Filter the listing below down to the lines holding the word "Hager", and copy those lines.
━━━━━ DATA EXTRACTS
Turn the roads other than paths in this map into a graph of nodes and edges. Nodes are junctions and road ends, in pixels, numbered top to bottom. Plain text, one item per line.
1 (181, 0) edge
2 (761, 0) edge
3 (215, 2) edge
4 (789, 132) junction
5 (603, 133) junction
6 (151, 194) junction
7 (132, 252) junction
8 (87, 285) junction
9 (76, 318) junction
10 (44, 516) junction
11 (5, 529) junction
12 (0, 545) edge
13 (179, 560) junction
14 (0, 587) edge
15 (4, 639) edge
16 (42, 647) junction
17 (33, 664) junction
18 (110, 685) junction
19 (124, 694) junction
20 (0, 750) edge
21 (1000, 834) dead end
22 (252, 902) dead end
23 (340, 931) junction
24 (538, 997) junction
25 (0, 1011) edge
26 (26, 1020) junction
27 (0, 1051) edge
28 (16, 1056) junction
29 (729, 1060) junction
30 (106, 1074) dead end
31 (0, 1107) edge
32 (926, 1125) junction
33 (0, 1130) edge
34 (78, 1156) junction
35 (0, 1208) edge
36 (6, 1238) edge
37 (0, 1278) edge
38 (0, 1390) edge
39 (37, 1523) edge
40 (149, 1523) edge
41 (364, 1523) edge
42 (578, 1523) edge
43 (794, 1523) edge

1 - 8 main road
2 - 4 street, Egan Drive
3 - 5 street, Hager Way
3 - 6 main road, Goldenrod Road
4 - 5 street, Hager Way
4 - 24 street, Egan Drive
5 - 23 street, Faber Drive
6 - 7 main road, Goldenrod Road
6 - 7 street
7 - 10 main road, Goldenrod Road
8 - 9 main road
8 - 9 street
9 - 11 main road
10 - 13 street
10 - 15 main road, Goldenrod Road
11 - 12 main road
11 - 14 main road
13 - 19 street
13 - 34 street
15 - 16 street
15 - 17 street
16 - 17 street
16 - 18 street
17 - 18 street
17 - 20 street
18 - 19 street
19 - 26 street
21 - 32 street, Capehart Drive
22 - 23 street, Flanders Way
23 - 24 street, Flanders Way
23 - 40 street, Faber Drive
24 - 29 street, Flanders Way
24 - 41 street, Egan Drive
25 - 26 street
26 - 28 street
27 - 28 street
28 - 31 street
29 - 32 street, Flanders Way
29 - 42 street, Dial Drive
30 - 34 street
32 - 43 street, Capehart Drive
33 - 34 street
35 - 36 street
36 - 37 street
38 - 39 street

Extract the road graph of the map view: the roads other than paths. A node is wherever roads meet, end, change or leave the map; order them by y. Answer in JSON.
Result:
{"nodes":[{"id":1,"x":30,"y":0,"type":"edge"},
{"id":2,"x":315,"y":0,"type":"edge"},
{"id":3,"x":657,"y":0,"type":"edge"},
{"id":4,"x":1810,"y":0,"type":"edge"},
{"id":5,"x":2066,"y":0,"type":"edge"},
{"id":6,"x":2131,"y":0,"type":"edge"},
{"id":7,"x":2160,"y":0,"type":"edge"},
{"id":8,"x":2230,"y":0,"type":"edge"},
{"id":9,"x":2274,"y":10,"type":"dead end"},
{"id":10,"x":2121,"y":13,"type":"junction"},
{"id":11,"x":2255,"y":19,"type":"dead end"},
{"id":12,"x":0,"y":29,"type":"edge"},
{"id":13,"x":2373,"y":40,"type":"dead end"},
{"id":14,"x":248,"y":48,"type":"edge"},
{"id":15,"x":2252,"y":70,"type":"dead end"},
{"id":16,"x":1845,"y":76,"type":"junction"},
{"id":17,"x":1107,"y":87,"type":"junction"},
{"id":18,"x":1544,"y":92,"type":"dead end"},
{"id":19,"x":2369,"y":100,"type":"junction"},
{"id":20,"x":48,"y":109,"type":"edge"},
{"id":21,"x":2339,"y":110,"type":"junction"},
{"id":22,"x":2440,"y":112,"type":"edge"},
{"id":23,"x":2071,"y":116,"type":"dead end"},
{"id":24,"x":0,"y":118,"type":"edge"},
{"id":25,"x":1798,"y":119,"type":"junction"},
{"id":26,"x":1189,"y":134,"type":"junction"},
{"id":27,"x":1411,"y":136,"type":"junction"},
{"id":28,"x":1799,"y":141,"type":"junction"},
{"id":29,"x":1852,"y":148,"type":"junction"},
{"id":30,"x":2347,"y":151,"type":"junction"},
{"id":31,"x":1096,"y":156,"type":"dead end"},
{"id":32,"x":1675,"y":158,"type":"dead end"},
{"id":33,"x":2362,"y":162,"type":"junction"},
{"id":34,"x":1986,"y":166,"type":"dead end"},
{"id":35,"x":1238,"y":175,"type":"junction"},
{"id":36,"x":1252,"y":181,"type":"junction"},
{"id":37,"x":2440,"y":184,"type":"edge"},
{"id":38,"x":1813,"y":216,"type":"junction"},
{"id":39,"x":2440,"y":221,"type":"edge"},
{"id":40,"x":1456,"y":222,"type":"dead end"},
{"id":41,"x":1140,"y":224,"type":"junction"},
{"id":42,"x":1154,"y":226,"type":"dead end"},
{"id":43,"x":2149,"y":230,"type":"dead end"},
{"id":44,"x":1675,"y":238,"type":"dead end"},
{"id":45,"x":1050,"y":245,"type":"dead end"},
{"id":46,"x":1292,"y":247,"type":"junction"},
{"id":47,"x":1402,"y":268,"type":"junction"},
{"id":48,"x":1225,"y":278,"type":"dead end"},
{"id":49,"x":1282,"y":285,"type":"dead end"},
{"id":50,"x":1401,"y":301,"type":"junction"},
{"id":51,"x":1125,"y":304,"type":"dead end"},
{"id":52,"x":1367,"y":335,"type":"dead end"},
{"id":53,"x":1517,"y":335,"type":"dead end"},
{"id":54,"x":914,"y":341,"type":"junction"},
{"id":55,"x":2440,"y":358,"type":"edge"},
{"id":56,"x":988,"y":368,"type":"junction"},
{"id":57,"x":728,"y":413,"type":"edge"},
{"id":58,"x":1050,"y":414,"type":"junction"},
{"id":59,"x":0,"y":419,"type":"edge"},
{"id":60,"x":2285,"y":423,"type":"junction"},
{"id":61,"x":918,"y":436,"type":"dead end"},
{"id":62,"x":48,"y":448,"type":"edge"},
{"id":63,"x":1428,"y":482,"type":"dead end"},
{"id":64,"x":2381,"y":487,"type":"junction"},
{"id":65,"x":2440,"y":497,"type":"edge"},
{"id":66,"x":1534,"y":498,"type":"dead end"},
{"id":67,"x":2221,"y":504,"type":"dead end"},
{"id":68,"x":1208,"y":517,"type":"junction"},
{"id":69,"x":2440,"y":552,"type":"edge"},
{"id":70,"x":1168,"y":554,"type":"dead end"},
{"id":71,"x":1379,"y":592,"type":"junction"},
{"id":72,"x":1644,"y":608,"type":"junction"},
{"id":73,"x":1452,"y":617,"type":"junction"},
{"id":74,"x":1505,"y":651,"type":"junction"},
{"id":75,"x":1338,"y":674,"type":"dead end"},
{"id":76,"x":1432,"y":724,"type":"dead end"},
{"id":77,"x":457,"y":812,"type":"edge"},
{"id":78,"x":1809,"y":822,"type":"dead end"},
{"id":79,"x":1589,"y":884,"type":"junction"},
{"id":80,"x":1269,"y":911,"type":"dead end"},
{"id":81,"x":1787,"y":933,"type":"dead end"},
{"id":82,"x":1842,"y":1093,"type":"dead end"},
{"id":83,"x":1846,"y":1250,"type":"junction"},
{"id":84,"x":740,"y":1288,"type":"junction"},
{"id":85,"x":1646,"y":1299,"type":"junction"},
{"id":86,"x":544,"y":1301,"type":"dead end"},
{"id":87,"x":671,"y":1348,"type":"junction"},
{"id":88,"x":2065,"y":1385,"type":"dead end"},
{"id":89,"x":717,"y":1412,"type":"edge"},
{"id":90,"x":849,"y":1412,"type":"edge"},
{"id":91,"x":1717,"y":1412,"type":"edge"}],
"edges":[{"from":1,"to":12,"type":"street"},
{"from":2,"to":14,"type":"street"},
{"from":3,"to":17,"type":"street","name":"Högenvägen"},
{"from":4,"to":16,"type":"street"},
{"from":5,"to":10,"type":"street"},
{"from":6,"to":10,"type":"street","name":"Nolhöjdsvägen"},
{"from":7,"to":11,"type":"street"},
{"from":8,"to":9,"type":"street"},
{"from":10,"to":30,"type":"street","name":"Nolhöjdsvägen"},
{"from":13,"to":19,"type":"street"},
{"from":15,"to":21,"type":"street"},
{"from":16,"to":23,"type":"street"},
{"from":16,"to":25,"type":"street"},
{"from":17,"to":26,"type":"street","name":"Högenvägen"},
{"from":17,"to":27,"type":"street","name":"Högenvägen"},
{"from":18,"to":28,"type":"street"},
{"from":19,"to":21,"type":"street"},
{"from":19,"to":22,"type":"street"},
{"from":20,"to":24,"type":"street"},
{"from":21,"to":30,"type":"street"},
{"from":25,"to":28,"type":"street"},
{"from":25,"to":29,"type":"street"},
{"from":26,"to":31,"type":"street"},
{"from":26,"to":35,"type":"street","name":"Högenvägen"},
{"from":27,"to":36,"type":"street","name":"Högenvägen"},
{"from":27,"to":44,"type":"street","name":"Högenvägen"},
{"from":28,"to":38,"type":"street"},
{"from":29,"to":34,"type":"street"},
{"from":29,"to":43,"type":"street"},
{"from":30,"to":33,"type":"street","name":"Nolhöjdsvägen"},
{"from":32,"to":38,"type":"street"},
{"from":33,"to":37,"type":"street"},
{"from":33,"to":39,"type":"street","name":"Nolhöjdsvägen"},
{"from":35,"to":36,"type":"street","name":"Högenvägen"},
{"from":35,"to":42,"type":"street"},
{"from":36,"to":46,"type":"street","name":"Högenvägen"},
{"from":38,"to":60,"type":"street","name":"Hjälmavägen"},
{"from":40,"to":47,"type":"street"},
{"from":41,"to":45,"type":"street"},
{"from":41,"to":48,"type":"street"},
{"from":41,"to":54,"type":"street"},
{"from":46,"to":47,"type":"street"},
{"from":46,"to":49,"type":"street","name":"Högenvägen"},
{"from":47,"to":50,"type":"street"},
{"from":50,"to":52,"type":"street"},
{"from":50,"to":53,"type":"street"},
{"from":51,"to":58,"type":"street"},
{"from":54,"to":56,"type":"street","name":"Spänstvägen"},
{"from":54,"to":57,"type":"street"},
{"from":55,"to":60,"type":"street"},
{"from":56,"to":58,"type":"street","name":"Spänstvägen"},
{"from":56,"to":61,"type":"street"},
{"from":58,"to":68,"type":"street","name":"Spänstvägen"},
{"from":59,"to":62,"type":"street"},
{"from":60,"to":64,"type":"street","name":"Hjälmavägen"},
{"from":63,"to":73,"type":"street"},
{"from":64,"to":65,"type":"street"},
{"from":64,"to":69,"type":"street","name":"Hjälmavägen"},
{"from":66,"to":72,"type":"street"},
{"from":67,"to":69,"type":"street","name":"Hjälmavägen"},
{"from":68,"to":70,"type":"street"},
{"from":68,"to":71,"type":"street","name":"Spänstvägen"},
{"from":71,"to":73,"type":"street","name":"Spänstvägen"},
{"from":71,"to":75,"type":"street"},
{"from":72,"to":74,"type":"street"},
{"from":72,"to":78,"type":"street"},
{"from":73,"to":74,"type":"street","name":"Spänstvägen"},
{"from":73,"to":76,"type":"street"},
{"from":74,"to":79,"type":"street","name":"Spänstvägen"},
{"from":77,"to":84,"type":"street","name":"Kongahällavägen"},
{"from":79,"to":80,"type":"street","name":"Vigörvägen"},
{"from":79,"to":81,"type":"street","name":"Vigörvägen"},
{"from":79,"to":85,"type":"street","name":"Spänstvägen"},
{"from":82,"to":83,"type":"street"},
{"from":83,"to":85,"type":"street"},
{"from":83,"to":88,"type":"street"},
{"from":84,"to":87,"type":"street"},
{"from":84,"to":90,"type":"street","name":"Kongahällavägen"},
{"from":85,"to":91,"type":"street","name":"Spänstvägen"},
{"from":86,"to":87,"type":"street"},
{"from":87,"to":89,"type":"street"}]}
━━━━━━━━━━
## ANSWER TO THE PROBLEM
3 - 5 street, Hager Way
4 - 5 street, Hager Way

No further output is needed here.